Malgré cette révélation inquiétante, ses parents le conduisent, pour la première fois, à la Comédie Française. Il y voyait Jean de Thommeray, d’Émile Augier. Cette représentation produisit sur l’adolescent une impression profonde : il acheta aussitôt le portrait de Mlle Croisette, puis celui de Mlle Baretta, et les garda désormais dans son portefeuille précieusement serrés contre son cœur. Six mois plus tard, une représentation de l’École des Femmes, en lui révélant le génie de Molière, toucha plus directement son esprit.
Il nous dit : « J’étais transporté dans un autre monde… De cette soirée-là j’emportai une sensation inoubliable, et peut-être le désir vague, obscur, d’écrire un jour des pièces de théâtre... »
C’est à ce moment que son père, quittant la Compagnie du Nord, acheta un important atelier de mécanique, où l’on fabriquait des machines-outils, et proclama son intention d’en accabler son fils. En conséquence, il décida que le jeune Maurice allait abandonner les Lettres, pour se consacrer tout entier aux sciences. En son langage d’ingénieur des chemins de fer, il appelait ce déchirement une « bifurcation ». Le jeune étudiant n’ose pas protester. On lui avait enseigné dès le berceau, et comme une vérité première, qu’il n’y avait rien de plus beau que d’entrer à l’École Centrale, et d’en sortir ingénieur.
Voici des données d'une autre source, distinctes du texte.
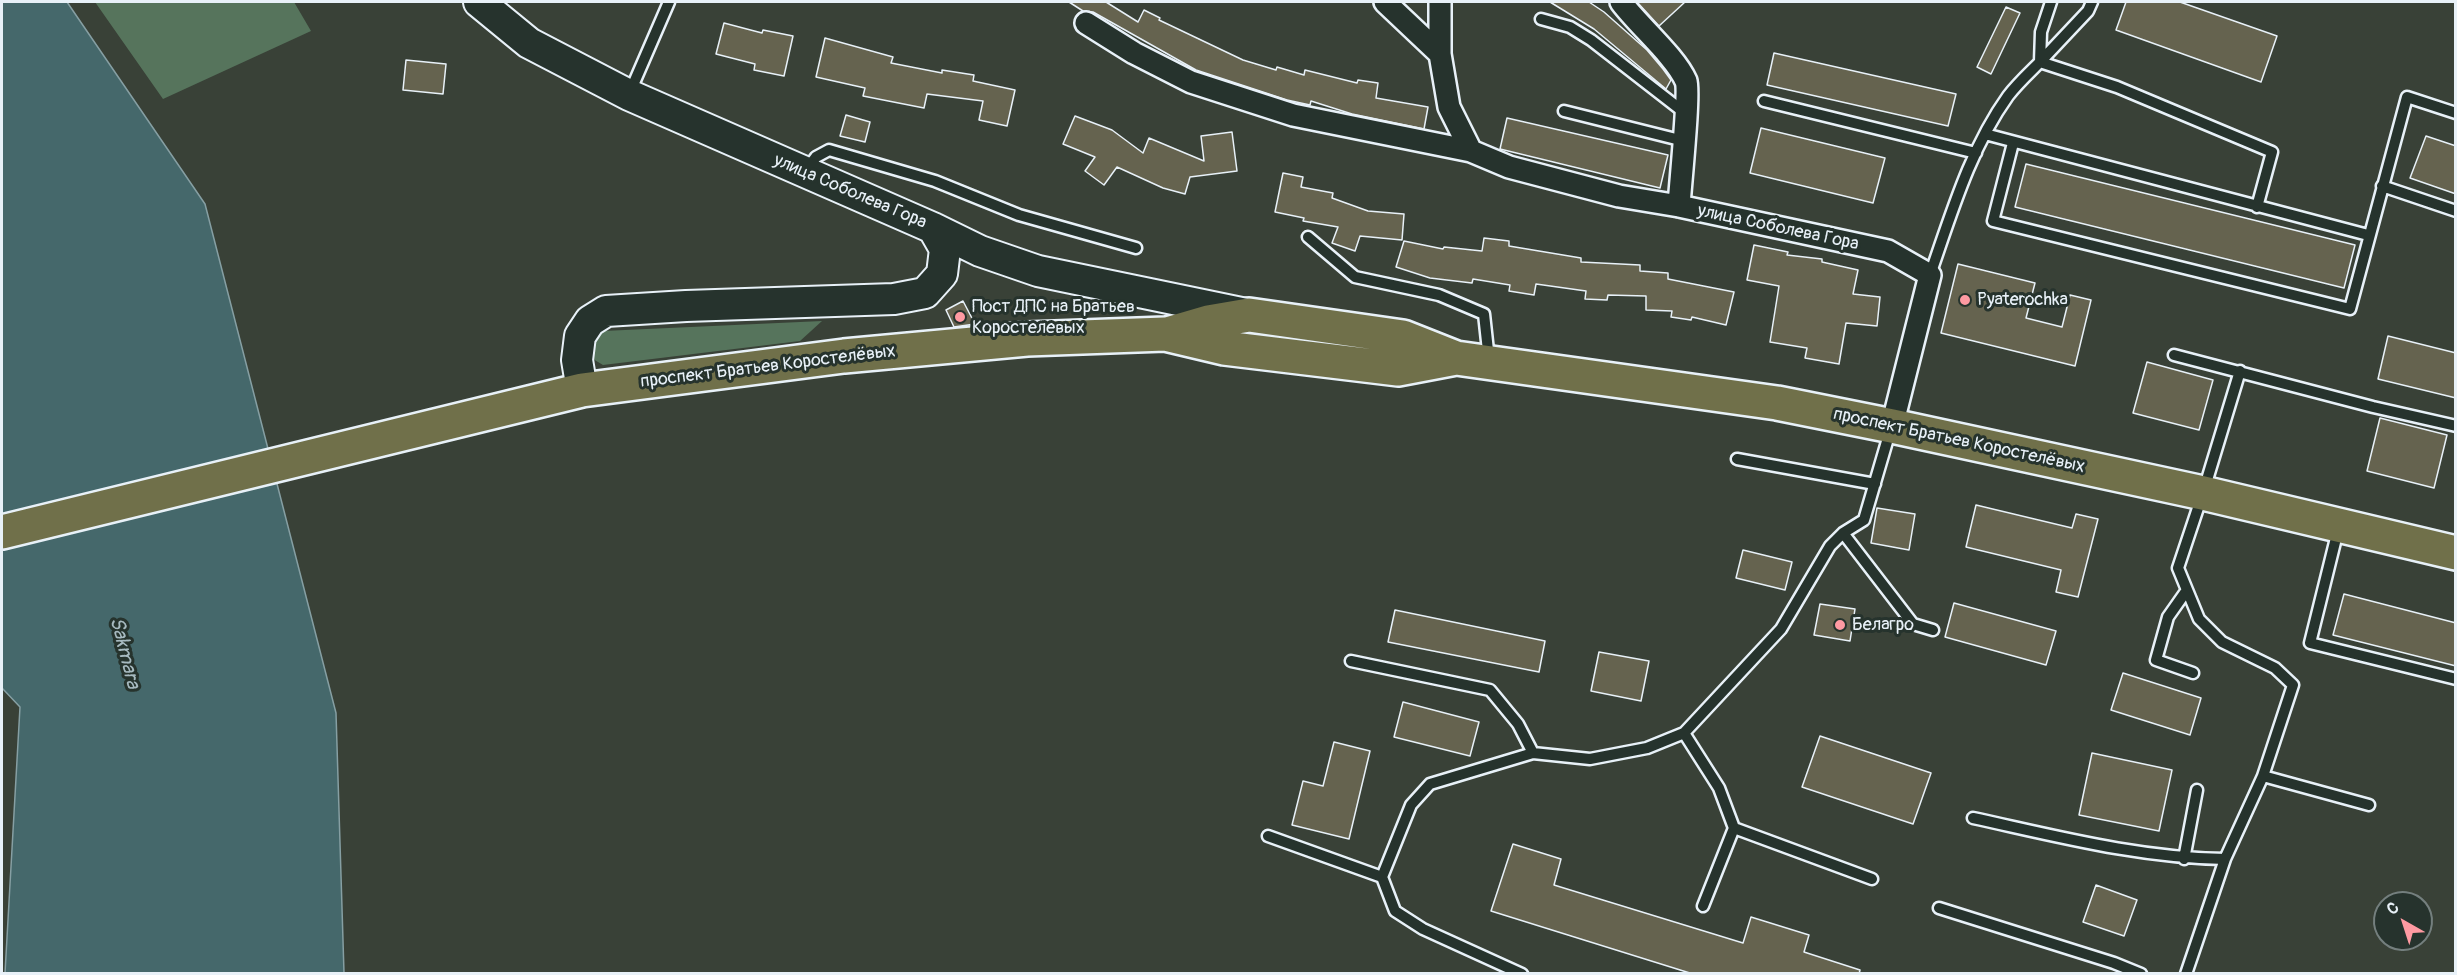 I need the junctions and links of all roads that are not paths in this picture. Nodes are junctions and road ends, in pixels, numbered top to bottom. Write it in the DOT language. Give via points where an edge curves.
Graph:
graph roads {
  1 [pos="479,2"];
  2 [pos="669,2"];
  3 [pos="1385,2"];
  4 [pos="1440,2"];
  5 [pos="1621,2"];
  6 [pos="2051,2"];
  7 [pos="2092,2"];
  8 [pos="1541,19"];
  9 [pos="1086,23"];
  10 [pos="1440,54"];
  11 [pos="2040,62"];
  12 [pos="628,96"];
  13 [pos="1764,101"];
  14 [pos="1564,111"];
  15 [pos="1685,113"];
  16 [pos="2456,113"];
  17 [pos="1985,134"];
  18 [pos="1683,141"];
  19 [pos="2013,143"];
  20 [pos="1471,150"];
  21 [pos="1976,153"];
  22 [pos="805,172"];
  23 [pos="2382,186"];
  24 [pos="1679,206"];
  25 [pos="2257,207"];
  26 [pos="2456,211"];
  27 [pos="933,228"];
  28 [pos="2368,236"];
  29 [pos="1308,237"];
  30 [pos="1136,248"];
  31 [pos="1930,276"];
  32 [pos="1249,315"];
  33 [pos="1166,334"];
  34 [pos="2174,355"];
  35 [pos="1456,358"];
  36 [pos="1489,363"];
  37 [pos="2240,371"];
  38 [pos="582,390"];
  39 [pos="1892,426"];
  40 [pos="2456,426"];
  41 [pos="1737,459"];
  42 [pos="1875,484"];
  43 [pos="2203,493"];
  44 [pos="2340,525"];
  45 [pos="2,532"];
  46 [pos="1844,533"];
  47 [pos="2456,553"];
  48 [pos="2187,590"];
  49 [pos="1933,630"];
  50 [pos="1350,662"];
  51 [pos="2193,673"];
  52 [pos="2456,679"];
  53 [pos="1684,733"];
  54 [pos="1533,753"];
  55 [pos="2263,776"];
  56 [pos="2197,790"];
  57 [pos="2368,805"];
  58 [pos="1972,818"];
  59 [pos="1734,828"];
  60 [pos="1268,836"];
  61 [pos="2184,858"];
  62 [pos="2225,859"];
  63 [pos="1382,877"];
  64 [pos="1872,879"];
  65 [pos="1703,906"];
  66 [pos="1939,908"];
  67 [pos="1522,974"];
  68 [pos="2141,974"];
  69 [pos="2186,974"];
  1 -- 12 [label="street, улица Соболева Гора" via="529,43"];
  2 -- 12 [label="lane"];
  3 -- 10 [label="street"];
  4 -- 10 [label="street"];
  5 -- 15 [label="street" via="1687,82"];
  6 -- 11 [label="lane" via="2041,32"];
  7 -- 11 [label="lane"];
  8 -- 15 [label="lane" via="1570,27 1591,40"];
  9 -- 20 [label="street, улица Соболева Гора" via="1191,82 1293,115"];
  10 -- 20 [label="street" via="1449,107"];
  11 -- 17 [label="lane" via="2009,95"];
  11 -- 25 [label="lane" via="2117,87 2272,152"];
  12 -- 22 [label="street, улица Соболева Гора"];
  13 -- 21 [label="lane"];
  14 -- 18 [label="lane"];
  15 -- 18 [label="street"];
  16 -- 23 [label="lane" via="2407,97"];
  17 -- 19 [label="lane"];
  17 -- 21 [label="lane"];
  18 -- 24 [label="street"];
  19 -- 25 [label="lane"];
  19 -- 28 [label="lane" via="1993,221 2350,309"];
  20 -- 24 [label="street, улица Соболева Гора" via="1520,170 1619,196"];
  21 -- 31 [label="lane"];
  22 -- 27 [label="street, улица Соболева Гора"];
  22 -- 30 [label="lane" via="816,156 828,150 935,181 1019,215"];
  23 -- 26 [label="lane"];
  23 -- 28 [label="lane"];
  24 -- 31 [label="street, улица Соболева Гора" via="1888,251"];
  25 -- 28 [label="lane"];
  27 -- 32 [label="street, улица Соболева Гора" via="980,251 1038,271"];
  27 -- 38 [label="street" via="945,249 942,274 925,293 894,299 606,311 590,321 580,336 577,360"];
  29 -- 36 [label="lane" via="1355,277 1439,295 1484,314"];
  31 -- 39 [label="street"];
  32 -- 33 [label="main road, проспект Братьев Коростелёвых"];
  32 -- 35 [label="main road, проспект Братьев Коростелёвых" via="1403,337"];
  33 -- 35 [label="main road, проспект Братьев Коростелёвых" via="1224,348 1398,369"];
  33 -- 38 [label="main road, проспект Братьев Коростелёвых" via="1027,339 844,356"];
  34 -- 37 [label="lane"];
  35 -- 36 [label="main road, проспект Братьев Коростелёвых"];
  36 -- 39 [label="main road, проспект Братьев Коростелёвых" via="1777,403"];
  37 -- 40 [label="lane"];
  37 -- 43 [label="lane"];
  38 -- 45 [label="main road, проспект Братьев Коростелёвых"];
  39 -- 42 [label="lane"];
  39 -- 43 [label="main road, проспект Братьев Коростелёвых"];
  41 -- 42 [label="lane"];
  42 -- 46 [label="lane" via="1864,520"];
  43 -- 44 [label="main road, проспект Братьев Коростелёвых"];
  43 -- 48 [label="lane" via="2178,568"];
  44 -- 47 [label="main road, проспект Братьев Коростелёвых"];
  44 -- 52 [label="lane" via="2310,643"];
  46 -- 49 [label="lane" via="1913,624"];
  46 -- 53 [label="lane" via="1830,546 1781,629"];
  48 -- 51 [label="lane" via="2168,617 2156,660"];
  48 -- 55 [label="lane" via="2199,619 2222,642 2275,668 2293,685"];
  50 -- 54 [label="lane" via="1491,690 1518,724"];
  53 -- 54 [label="lane" via="1647,748 1590,759"];
  53 -- 59 [label="lane" via="1719,788"];
  54 -- 63 [label="lane" via="1430,784 1411,804"];
  55 -- 57 [label="lane"];
  55 -- 62 [label="lane"];
  56 -- 61 [label="lane"];
  58 -- 61 [label="lane" via="2137,853"];
  59 -- 64 [label="lane"];
  59 -- 65 [label="lane"];
  60 -- 63 [label="lane"];
  61 -- 62 [label="lane"];
  62 -- 69 [label="lane"];
  63 -- 67 [label="lane" via="1395,911 1423,929"];
  66 -- 68 [label="lane"];
}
De plus, ce père n’estimait que le Fer, le Bronze tendre, l’Acier trempé. Pour lui, la feuille de sauge, c’était une lime, une fraise, c’était une toupie tranchante, et même les tarauds n’étaient que des outils…
Maurice Donnay nous avoue : « Si j’avais dit à mon père que je voulais écrire, il m’aurait demandé « À qui »
Il ajoute : « J’étais voué à l’industrie et, dès les premiers contacts, l’industrie me parut sans attrait.
J’étais comme un jeune homme à qui ses parents auraient destiné une jeune fille que, dès la première entrevue, il trouverait antipathique... Était-ce pressentiment des excès du machinisme, de la surproduction, de l’américanisation, de la taylorisation, de tous les maux dont le monde civilisé est en train de mourir ? J’avais l’industrie en horreur... »
C’est pourquoi ses études scientifiques, au lycée Louis-le-Grand, ne furent pas couronnées de succès. Il nous explique son échec par cette précieuse confidence : « Non, je n’ai pas de goût pour les mathématiques. Ça n’est pas chez moi inintelligence complète, ni incompréhension totale. Mais je n’ai qu’une mémoire affective, je ne me rappelle que ce qui atteint ma sensibilité. »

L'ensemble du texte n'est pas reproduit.